## WHAT YOU WILL DO
Give back the entries exactly as they read, leaving each image out.

## THE DATA
╭──

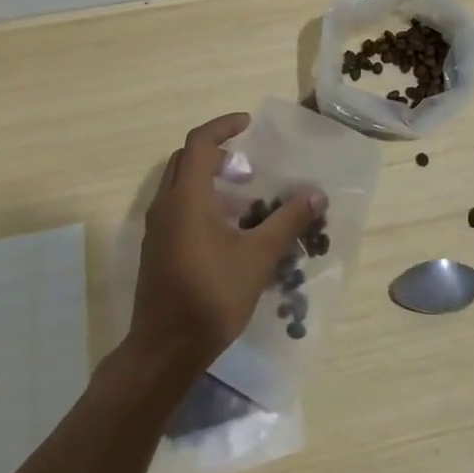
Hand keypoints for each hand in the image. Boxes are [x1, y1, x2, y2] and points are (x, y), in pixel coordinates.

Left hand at [128, 113, 324, 373]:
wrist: (166, 349)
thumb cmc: (212, 296)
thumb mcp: (258, 256)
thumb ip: (287, 221)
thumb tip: (316, 195)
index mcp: (187, 197)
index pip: (200, 142)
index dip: (223, 126)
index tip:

╰──

## FINISHED EXERCISE
Hand keypoints for each hand in the image. Boxes are [x1, y1, x2, y2] and points are (x, y), in pixel coordinates.

Left hand at [128, 113, 324, 373]:
wrist: (166, 349)
thumb cmc: (212, 296)
thumb mcp: (258, 256)
thumb ip: (287, 221)
thumb tip: (316, 195)
index mcp: (187, 197)
index pip: (200, 142)
index dip: (223, 126)
index tip:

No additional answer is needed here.